### ENTRIES SHOWN
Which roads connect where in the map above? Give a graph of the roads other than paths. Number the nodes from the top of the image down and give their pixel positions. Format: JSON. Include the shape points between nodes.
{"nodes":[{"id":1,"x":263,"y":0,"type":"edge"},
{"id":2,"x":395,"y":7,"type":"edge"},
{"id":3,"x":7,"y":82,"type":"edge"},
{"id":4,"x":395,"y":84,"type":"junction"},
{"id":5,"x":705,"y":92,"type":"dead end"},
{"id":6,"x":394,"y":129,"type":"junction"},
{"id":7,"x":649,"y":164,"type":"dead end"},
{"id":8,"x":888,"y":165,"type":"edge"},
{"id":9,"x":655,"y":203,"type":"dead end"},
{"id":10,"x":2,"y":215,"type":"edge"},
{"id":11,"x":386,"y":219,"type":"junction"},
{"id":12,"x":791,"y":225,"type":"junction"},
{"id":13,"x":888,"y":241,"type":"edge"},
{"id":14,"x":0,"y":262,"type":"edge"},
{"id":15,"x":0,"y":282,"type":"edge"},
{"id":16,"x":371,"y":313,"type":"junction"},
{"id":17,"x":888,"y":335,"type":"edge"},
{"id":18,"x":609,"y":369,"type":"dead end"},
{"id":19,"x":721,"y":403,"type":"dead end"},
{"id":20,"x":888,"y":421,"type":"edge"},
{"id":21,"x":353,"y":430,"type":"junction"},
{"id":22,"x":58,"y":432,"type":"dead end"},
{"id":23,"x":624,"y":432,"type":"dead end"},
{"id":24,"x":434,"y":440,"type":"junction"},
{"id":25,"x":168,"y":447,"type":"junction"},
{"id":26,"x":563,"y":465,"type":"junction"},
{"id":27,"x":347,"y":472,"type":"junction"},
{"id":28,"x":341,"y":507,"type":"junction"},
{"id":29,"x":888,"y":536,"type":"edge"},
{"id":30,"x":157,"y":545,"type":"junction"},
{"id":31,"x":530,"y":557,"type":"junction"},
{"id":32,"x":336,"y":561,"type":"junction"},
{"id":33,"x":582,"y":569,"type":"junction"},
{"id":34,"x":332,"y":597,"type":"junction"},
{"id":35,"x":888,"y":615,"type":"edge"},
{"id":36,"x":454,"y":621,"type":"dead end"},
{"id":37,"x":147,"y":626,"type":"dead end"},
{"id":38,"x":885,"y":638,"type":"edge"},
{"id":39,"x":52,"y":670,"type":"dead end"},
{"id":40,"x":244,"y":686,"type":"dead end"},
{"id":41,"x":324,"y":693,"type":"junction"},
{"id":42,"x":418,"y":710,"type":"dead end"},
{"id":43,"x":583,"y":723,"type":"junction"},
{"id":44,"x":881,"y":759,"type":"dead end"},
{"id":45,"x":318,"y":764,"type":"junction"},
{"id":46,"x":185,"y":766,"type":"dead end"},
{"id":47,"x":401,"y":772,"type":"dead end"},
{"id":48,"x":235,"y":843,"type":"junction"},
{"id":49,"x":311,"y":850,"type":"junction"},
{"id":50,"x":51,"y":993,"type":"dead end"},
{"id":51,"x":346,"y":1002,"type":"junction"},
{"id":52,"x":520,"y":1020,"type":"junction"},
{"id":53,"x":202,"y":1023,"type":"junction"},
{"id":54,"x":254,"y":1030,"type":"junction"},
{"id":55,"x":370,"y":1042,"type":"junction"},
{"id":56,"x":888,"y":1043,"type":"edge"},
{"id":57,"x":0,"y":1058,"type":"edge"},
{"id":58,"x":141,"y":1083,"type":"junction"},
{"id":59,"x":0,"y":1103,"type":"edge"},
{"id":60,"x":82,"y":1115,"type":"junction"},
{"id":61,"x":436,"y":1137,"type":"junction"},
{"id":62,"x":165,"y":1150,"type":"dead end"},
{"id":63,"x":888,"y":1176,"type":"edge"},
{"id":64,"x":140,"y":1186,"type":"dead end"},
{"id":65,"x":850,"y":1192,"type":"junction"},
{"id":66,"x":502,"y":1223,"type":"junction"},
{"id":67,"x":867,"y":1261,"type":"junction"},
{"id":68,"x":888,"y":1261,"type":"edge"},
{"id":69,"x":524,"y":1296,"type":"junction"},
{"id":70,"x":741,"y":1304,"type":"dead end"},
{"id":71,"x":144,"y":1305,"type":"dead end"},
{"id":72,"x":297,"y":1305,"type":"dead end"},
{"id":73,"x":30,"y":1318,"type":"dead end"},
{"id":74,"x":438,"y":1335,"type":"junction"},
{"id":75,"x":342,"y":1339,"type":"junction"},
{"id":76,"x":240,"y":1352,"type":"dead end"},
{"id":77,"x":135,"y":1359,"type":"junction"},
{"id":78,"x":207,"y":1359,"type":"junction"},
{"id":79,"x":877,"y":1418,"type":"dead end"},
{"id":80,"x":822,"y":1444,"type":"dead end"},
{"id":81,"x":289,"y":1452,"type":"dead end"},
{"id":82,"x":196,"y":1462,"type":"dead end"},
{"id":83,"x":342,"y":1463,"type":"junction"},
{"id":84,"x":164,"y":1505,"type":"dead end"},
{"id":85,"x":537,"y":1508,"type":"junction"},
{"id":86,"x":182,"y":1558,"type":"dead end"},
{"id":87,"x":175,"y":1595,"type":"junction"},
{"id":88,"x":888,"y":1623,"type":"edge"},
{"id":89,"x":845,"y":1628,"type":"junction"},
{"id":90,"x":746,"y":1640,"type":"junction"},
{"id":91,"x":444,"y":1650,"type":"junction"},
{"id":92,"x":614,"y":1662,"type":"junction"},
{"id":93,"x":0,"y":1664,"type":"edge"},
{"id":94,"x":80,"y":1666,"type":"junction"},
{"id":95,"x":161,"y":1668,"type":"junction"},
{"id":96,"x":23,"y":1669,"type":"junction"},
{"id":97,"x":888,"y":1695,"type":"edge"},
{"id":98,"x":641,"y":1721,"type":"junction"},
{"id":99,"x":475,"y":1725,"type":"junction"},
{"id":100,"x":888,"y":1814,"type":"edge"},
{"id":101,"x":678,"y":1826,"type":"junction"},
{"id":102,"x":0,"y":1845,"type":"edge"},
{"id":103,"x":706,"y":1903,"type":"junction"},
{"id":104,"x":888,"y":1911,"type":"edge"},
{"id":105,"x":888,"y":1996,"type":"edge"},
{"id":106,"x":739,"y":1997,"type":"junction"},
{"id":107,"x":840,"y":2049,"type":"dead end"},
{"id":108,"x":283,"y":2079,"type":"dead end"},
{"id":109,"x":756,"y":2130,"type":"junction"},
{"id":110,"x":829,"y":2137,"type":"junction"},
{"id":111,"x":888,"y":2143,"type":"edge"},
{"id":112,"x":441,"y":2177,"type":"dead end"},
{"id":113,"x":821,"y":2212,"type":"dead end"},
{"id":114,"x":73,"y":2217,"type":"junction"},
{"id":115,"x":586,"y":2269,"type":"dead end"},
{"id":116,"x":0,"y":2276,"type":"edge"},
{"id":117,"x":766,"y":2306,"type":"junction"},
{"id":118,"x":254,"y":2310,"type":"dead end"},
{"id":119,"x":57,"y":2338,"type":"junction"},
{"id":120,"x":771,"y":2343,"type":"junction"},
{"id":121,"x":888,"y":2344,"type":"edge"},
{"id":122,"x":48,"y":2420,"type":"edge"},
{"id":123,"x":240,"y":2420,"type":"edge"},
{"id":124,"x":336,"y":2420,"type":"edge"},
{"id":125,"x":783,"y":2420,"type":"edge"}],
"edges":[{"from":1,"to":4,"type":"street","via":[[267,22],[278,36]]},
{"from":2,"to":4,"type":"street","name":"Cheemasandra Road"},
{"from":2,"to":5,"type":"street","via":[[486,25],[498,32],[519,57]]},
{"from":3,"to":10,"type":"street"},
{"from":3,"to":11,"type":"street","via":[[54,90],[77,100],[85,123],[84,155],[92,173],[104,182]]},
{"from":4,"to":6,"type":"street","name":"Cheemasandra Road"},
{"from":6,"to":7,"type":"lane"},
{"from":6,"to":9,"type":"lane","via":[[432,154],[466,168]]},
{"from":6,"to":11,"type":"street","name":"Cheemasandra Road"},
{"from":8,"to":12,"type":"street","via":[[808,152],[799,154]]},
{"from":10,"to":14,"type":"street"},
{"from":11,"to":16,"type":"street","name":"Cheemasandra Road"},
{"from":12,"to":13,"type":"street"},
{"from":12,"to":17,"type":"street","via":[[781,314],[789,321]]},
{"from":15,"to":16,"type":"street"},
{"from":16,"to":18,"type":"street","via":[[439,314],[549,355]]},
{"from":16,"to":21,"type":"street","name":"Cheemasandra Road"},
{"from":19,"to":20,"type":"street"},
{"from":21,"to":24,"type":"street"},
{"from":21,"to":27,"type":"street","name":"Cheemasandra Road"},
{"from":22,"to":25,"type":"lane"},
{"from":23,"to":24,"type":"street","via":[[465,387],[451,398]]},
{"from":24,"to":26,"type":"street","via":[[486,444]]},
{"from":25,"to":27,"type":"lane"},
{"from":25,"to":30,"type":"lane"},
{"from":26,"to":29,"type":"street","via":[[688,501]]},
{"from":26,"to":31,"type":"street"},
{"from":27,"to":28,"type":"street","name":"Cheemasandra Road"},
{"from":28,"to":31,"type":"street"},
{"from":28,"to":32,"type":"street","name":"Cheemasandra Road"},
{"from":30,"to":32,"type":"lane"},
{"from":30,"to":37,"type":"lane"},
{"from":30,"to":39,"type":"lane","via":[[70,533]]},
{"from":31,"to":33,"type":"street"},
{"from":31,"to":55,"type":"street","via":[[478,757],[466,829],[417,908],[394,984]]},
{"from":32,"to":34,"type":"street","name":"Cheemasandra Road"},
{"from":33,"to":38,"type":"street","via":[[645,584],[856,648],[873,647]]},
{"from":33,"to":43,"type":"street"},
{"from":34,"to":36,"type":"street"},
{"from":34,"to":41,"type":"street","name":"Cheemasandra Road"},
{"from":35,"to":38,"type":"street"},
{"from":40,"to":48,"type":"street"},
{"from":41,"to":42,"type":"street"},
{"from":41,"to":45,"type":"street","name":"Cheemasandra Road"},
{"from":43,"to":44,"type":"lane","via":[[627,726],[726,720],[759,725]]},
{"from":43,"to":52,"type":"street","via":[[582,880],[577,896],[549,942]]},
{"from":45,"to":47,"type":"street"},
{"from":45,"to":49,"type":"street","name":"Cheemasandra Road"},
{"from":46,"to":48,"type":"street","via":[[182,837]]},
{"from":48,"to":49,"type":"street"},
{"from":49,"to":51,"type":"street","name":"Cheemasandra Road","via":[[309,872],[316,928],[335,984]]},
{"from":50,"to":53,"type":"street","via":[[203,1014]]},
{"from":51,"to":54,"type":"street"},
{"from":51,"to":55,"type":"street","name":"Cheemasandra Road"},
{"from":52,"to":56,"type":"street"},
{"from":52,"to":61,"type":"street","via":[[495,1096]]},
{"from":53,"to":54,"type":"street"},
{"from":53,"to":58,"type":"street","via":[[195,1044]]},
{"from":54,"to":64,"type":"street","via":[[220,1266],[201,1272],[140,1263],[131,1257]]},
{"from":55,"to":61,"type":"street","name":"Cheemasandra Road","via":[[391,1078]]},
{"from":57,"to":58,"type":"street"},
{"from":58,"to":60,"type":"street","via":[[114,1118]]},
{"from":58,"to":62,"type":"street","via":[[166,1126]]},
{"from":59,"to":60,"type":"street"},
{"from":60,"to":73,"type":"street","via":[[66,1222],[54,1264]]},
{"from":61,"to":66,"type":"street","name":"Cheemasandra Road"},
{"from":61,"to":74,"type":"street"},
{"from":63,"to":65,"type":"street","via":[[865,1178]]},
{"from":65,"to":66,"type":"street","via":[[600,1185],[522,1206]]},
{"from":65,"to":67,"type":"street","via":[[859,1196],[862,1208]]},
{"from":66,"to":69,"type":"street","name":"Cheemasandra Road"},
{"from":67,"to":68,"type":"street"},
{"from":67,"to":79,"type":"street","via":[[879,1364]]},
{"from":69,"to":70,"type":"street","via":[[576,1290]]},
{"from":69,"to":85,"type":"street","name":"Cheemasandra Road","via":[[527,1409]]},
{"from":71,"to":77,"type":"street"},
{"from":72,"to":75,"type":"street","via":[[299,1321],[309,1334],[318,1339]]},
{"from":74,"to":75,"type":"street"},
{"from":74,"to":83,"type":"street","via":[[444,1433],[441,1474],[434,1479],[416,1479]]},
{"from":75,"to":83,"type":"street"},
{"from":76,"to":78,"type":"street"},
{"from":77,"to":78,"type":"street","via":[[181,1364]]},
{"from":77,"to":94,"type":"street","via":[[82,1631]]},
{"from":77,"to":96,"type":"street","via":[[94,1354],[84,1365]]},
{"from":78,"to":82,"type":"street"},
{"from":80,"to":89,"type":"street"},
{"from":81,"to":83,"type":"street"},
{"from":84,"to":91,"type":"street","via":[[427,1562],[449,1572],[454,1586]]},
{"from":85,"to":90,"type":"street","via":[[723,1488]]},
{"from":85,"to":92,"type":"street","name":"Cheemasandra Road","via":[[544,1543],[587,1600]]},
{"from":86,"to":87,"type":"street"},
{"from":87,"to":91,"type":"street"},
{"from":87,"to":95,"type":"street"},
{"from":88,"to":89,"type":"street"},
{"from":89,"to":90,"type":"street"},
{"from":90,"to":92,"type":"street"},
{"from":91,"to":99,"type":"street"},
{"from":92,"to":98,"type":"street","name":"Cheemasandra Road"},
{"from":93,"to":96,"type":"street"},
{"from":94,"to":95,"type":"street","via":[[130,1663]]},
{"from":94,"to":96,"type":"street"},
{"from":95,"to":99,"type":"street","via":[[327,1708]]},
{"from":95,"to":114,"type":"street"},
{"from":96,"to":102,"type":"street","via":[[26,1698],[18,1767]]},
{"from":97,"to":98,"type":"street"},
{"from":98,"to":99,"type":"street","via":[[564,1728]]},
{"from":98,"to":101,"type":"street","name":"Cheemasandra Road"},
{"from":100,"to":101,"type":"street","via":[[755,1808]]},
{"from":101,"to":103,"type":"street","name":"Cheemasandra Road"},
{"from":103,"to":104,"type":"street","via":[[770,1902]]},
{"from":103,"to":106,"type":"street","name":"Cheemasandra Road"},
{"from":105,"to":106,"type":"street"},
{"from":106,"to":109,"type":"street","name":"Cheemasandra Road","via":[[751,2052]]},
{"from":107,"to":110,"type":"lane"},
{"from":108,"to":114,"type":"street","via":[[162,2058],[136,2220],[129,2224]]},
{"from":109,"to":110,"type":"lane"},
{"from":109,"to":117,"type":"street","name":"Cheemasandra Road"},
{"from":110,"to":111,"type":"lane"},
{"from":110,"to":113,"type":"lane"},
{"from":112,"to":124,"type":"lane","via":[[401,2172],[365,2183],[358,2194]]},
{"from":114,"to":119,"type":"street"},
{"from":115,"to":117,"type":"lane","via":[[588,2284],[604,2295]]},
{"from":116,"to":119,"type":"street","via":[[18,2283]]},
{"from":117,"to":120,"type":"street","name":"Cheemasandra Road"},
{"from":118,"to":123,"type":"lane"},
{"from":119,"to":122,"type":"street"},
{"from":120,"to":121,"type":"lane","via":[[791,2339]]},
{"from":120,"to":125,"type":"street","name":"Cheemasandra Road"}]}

### WORK INSTRUCTIONS
Wherever "nodes" appears in a line of the entries, copy that line.

### EXERCISE OUTPUT
Which roads connect where in the map above? Give a graph of the roads other than paths. Number the nodes from the top of the image down and give their pixel positions. Format: JSON. Include the shape points between nodes.
{"nodes":[{"id":1,"x":263,"y":0,"type":"edge"},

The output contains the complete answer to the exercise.